Yargıtay Başkanı Hasan Gerçeker, AK Parti Grup Başkanvekili Bekir Bozdağ'ın açıklamalarına tepki gösterdi. Bozdağ, ''Yargıtay isterse bir saat içinde Hizbullah yada başka sanıklar hakkında dava dosyalarına bakar'' demişti. Söz konusu açıklamaları Yargıtay çıkışında değerlendiren Gerçeker, ''Politikacı ağzıyla konuşuyorlar. Öyle kolay değil. Bu kadar kolaysa gelip çözsünler.'' diye konuştu.

Gerçeker, Yargıtay'dan çıkışında gazetecilerin sorularını yanıtladı. Gerçeker, "Durumumuzu gördünüz dosyaların halini gördünüz arkadaşlar çıkardıkları dosyaların seyrine bakın bütün dosyalar ele alınmış ele alınmayan tutuklu dosyaları yok" dedi. Gerçeker, son günlerde yargıdaki iş yükünü dile getirmekten bıktığını ve siyasilerin yaptığı açıklamaların çok talihsiz ve yersiz olduğunu söyledi. Tüm dosyaların "tek tek incelediğini" savunan Gerçeker, "Bir dosya 84 klasör, içinde onlarca sanık var, 40 bin belge var. Bunlar nasıl incelenecek, incelenmeden nasıl karar verilecek? Duruşma için gün veriyorsunuz, tebliğnameler tebliğ için sanıklara gönderiliyor mutlaka. Bunlar yasal zorunluluk. Bunların hepsi bir zaman istiyor. Bu koşulları yerine getirmeden karar vermek mümkün mü? Bunlar ezbere söylenen sözler. Yani bunları eğer Yargıtay'a yüklenmek için bahane olarak söylüyorlarsa istedikleri kadar söylesinler. Arkadaşlarımın yaptıkları çalışmaları, özverili çalışmaları fedakarca çalışmalarını gözümle görüyorum. Yanlış bir şey olsa ilk başta ben söylerim bunu. Onun için bunların hiç anlamı yok" dedi. Gerçeker, eleştiri konusu olan dosyaların dairelerine bir iki ay önce geldiğini ve duruşma yapılacak dosyalar olduğunu da söyledi.

Gerçeker, Dairelerin elinde sadece Hizbullah dosyası olmadığını savunarak "Her türlü dosya var.

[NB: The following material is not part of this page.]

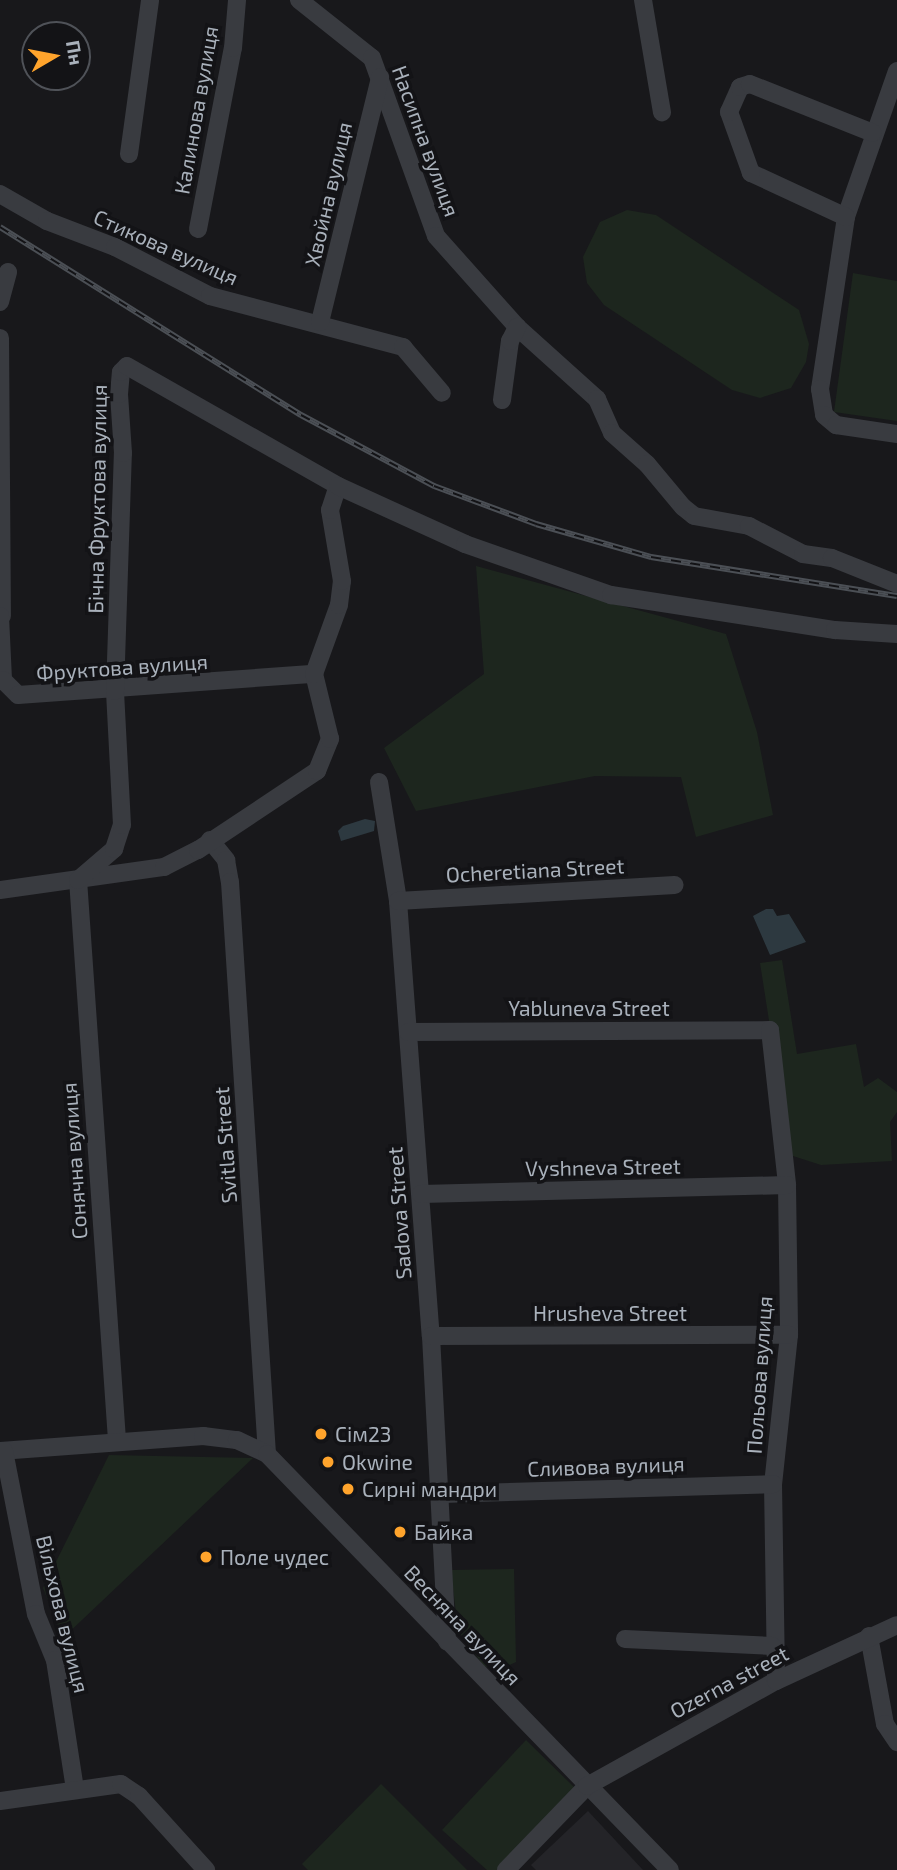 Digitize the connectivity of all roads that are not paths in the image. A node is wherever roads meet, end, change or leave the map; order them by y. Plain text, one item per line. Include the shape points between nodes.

Her türlü suçtan faillerin olduğu dosyalar var. Yani bunları söylemek o kadar kolay değil. Gelsinler buraya iki günde bitirsinler o zaman. Ne kadar güzel biz de rahatlarız. Oldu mu? Onlar bu işin nasıl olduğunu bilmiyorlar" dedi.

Gerçeker, bir gazetecinin "İlhan Cihaner davası ve Ergenekon hakimlerine ilişkin davalarda Yargıtayın kısa sürede karar verdiği" yönünde de açıklamaların olduğunu belirtmesi üzerine de "Bunlar beni ilgilendirmez. O sözler politikacı ağzı ile söylenmiş sözler" yanıtını verdi.